BEGIN Record extracts

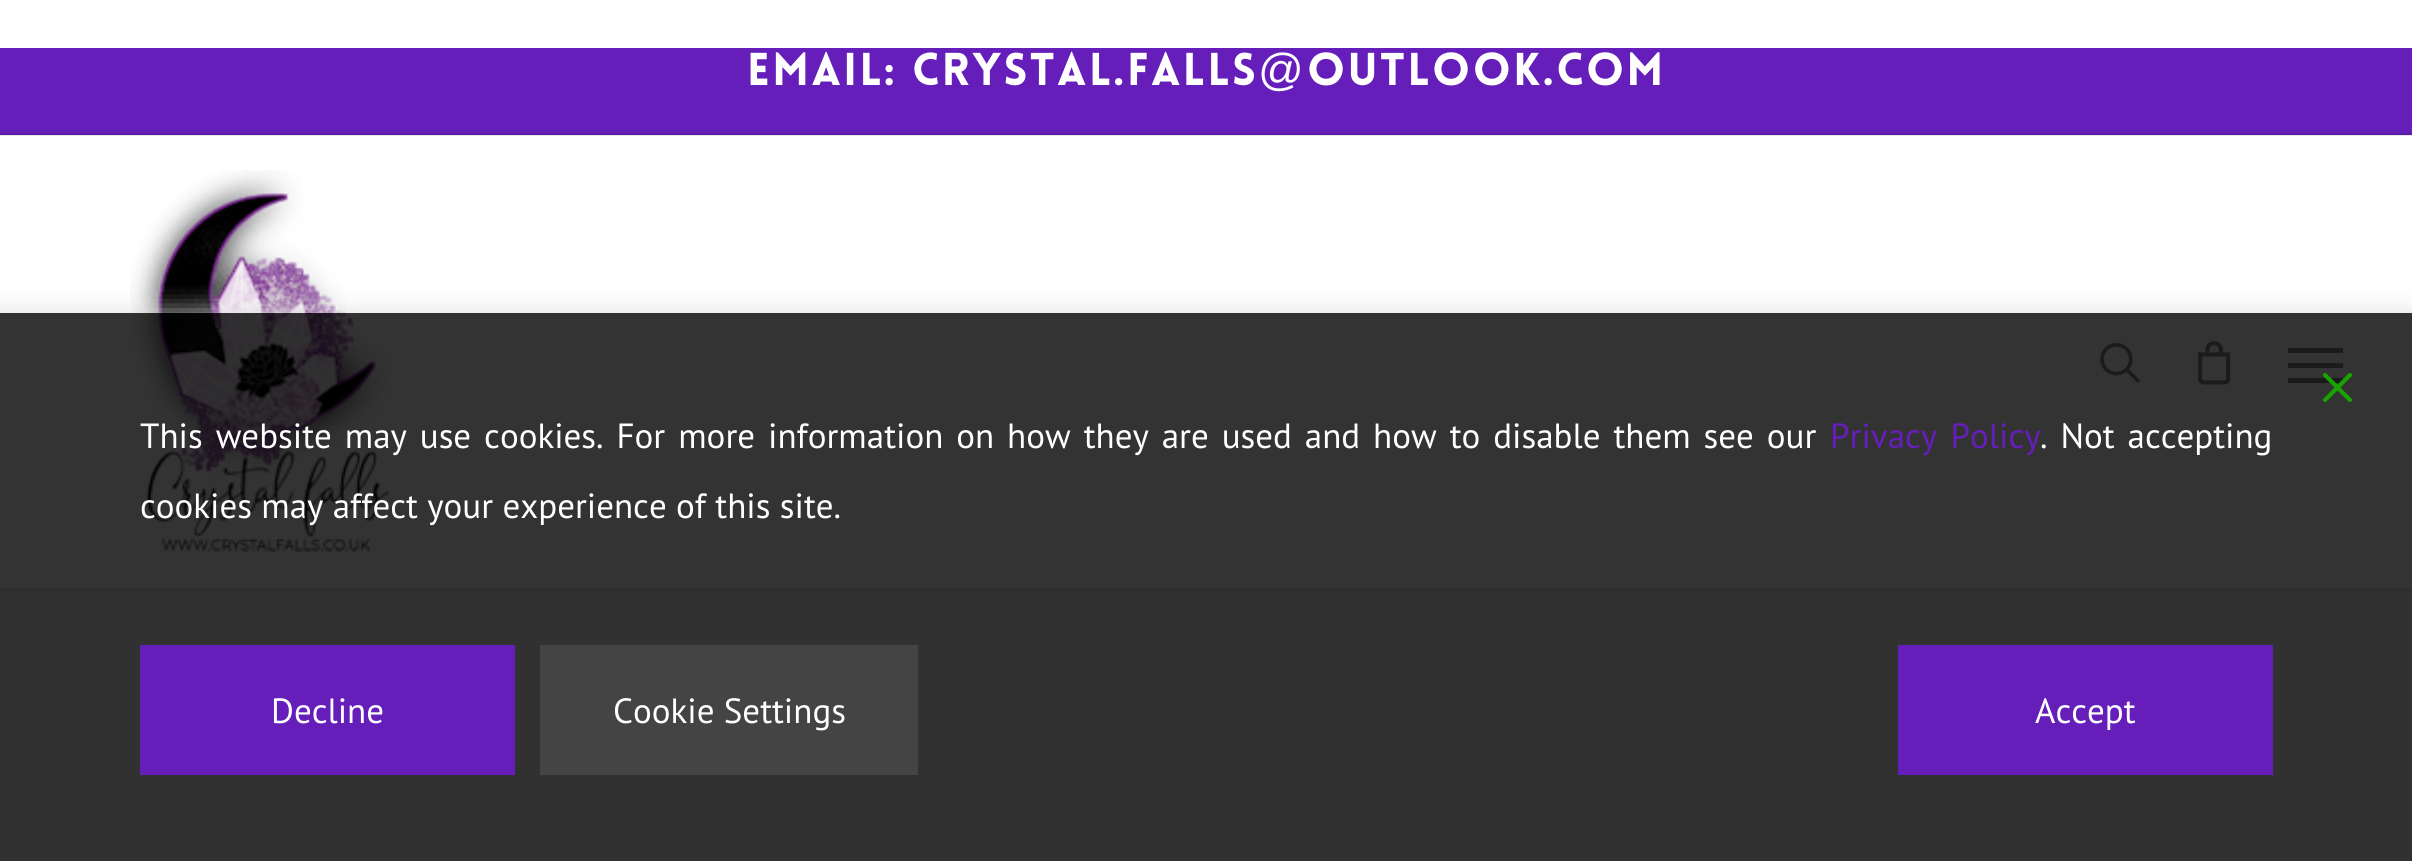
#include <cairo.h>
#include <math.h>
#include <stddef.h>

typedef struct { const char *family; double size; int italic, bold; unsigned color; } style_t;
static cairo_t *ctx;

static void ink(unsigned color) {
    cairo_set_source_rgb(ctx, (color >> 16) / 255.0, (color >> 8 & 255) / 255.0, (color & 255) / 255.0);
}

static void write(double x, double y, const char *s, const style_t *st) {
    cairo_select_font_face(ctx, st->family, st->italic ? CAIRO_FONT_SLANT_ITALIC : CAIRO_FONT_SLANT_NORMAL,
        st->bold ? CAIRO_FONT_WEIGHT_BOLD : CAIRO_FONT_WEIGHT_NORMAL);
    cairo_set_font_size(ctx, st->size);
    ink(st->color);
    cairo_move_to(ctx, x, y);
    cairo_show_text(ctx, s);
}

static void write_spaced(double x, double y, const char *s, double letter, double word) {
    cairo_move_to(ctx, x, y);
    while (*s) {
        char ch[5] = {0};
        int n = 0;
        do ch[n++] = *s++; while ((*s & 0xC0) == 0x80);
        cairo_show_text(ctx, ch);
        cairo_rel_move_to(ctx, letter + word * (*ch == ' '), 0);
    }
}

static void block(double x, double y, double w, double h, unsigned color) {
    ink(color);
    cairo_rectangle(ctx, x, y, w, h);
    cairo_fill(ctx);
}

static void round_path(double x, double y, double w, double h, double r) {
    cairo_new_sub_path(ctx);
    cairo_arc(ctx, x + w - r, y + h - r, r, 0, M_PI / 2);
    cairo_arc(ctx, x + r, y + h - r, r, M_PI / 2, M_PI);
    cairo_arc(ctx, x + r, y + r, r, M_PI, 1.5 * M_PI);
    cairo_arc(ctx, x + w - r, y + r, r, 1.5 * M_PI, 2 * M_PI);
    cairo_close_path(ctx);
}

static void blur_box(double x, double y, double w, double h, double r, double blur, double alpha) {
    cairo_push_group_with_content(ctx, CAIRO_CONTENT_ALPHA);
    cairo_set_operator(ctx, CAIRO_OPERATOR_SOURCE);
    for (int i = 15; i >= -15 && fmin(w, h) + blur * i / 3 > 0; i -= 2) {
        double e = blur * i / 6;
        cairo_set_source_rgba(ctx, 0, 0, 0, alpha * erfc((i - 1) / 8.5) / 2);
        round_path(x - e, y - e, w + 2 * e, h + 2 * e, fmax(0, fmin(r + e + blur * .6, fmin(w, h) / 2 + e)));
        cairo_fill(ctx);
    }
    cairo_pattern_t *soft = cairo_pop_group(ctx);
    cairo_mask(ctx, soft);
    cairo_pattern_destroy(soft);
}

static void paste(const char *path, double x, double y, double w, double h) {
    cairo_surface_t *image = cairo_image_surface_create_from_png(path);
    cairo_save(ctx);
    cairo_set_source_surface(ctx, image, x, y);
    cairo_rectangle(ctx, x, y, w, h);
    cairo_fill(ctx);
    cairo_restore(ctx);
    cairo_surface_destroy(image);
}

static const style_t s1 = {"PT Sans", 35, 0, 0, 0xffffff};

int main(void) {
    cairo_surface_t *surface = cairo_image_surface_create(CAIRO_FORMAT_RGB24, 2412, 861);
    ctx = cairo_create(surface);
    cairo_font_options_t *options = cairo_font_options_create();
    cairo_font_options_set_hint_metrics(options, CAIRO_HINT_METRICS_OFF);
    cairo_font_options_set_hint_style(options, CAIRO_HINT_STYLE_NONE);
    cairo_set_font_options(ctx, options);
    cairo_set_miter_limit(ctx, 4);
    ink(0xf6f6f6);
    cairo_paint(ctx);
    ink(0x000000);
    blur_box(0, 0, 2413, 588, 0, 4, 0.22);
    block(0, 0, 2412, 588, 0xffffff);
    block(0, 135, 2412, 1, 0xe6e6e6);
    block(0, 48, 2412, 85, 0x651eba);
    block(0, 133, 2412, 2, 0x5b1ba7);
    cairo_select_font_face(ctx, "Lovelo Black", CAIRO_FONT_SLANT_NORMAL, CAIRO_FONT_WEIGHT_NORMAL);
    cairo_set_font_size(ctx, 45);
    ink(0xffffff);
    write_spaced(747, 85, "Email: crystal.falls", 2.5, 0);
    cairo_select_font_face(ctx, "Liberation Sans", CAIRO_FONT_SLANT_NORMAL, CAIRO_FONT_WEIGHT_NORMAL);
    write_spaced(1258, 85, "@", 2.5, 0);
    cairo_select_font_face(ctx, "Lovelo Black", CAIRO_FONT_SLANT_NORMAL, CAIRO_FONT_WEIGHT_NORMAL);
    write_spaced(1307, 85, "outlook.com", 2.5, 0);
    paste("pic1.png", 130, 170, 260, 382);
    paste("pic2.png", 2100, 343, 40, 40);
    paste("pic3.png", 2198, 341, 33, 44);
    block(2288, 348, 55, 5, 0x888888);
    block(2288, 378, 55, 5, 0x888888);
    block(2288, 363, 55, 5, 0x888888);
    cairo_save(ctx);
    cairo_rectangle(ctx, 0, 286, 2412, 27);
    cairo_clip(ctx);
    ink(0xdddddd);
    blur_box(-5, 315, 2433, 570, 0, 14, 1);
    cairo_restore(ctx);
    cairo_set_source_rgba(ctx, 0, 0, 0, 0.8);
    cairo_rectangle(ctx, 0, 313, 2412, 548);
    cairo_fill(ctx);
    paste("pic4.png", 2323, 373, 29, 29);
    cairo_select_font_face(ctx, "PT Sans", CAIRO_FONT_SLANT_NORMAL, CAIRO_FONT_WEIGHT_NORMAL);
    cairo_set_font_size(ctx, 35);
    ink(0xffffff);
    write_spaced(140, 448, "This website may use cookies. For more information on how they are used and how to disable them see our", 0, 3.6);
    ink(0x651eba);
    write_spaced(1830, 448, "Privacy Policy", 0, 4);
    ink(0xffffff);
    write_spaced(2040, 448, ". Not accepting", 0, 3.6);
    write(140, 518, "cookies may affect your experience of this site.", &s1);
    block(140, 645, 375, 130, 0x651eba);
    write(271, 723, "Decline", &s1);
    block(540, 645, 378, 130, 0x444444);
    write(613, 723, "Cookie Settings", &s1);
    block(1898, 645, 375, 130, 0x651eba);
    write(2035, 723, "Accept", &s1);
    cairo_surface_write_to_png(surface, "screenshot.png");
    cairo_font_options_destroy(options);
    cairo_destroy(ctx);
    cairo_surface_destroy(surface);
    return 0;
}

END Record extracts

- [Exercise requirements]: Going back to the entries above, set down exactly the lines that begin at the one with "round_path(x - e, y" and end at the one with "static void paste(const", both included, and nothing else.

- [Result]:
        round_path(x - e, y - e, w + 2 * e, h + 2 * e, fmax(0, fmin(r + e + blur * .6, fmin(w, h) / 2 + e)));
        cairo_fill(ctx);
    }
    cairo_pattern_t *soft = cairo_pop_group(ctx);
    cairo_mask(ctx, soft);
    cairo_pattern_destroy(soft);
}

static void paste(const char *path, double x, double y, double w, double h) {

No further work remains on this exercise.